## TASK STATEMENT
When a line of the entries contains the word "main", report that line.

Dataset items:
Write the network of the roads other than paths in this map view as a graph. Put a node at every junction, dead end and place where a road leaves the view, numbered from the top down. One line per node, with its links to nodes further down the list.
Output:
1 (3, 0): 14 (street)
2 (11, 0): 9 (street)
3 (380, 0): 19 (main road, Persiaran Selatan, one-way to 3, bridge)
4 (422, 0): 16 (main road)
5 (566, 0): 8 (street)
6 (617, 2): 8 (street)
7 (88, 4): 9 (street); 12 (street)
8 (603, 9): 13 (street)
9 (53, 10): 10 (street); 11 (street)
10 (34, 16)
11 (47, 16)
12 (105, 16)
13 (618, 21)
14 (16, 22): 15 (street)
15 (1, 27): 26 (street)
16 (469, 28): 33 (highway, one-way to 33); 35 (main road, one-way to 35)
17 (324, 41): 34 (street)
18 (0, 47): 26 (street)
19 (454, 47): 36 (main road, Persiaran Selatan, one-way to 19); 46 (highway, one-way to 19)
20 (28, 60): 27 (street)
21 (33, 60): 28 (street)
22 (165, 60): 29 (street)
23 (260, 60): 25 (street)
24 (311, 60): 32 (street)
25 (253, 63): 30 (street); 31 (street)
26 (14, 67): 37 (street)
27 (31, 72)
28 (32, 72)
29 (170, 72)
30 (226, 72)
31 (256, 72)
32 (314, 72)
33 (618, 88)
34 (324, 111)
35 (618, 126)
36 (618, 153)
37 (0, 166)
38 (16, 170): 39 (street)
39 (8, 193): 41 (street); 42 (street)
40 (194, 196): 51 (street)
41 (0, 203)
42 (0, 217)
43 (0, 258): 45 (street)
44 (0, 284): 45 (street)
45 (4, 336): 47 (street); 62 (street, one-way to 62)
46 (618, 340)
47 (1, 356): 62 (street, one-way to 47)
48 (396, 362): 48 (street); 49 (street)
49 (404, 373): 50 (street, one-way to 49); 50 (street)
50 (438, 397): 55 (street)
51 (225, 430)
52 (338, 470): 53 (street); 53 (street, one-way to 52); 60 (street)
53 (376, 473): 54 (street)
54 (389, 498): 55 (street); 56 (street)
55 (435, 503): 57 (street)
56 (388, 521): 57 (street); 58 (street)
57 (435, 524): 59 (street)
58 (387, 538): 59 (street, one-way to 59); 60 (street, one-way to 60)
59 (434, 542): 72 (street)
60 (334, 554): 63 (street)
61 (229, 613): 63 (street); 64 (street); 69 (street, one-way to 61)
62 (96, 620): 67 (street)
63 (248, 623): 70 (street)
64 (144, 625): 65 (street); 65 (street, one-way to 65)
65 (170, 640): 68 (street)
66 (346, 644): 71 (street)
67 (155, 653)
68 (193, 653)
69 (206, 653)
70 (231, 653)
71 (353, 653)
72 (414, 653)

## WRITTEN REPLY
3 (380, 0): 19 (main road, Persiaran Selatan, one-way to 3, bridge)
4 (422, 0): 16 (main road)
16 (469, 28): 33 (highway, one-way to 33); 35 (main road, one-way to 35)
19 (454, 47): 36 (main road, Persiaran Selatan, one-way to 19); 46 (highway, one-way to 19)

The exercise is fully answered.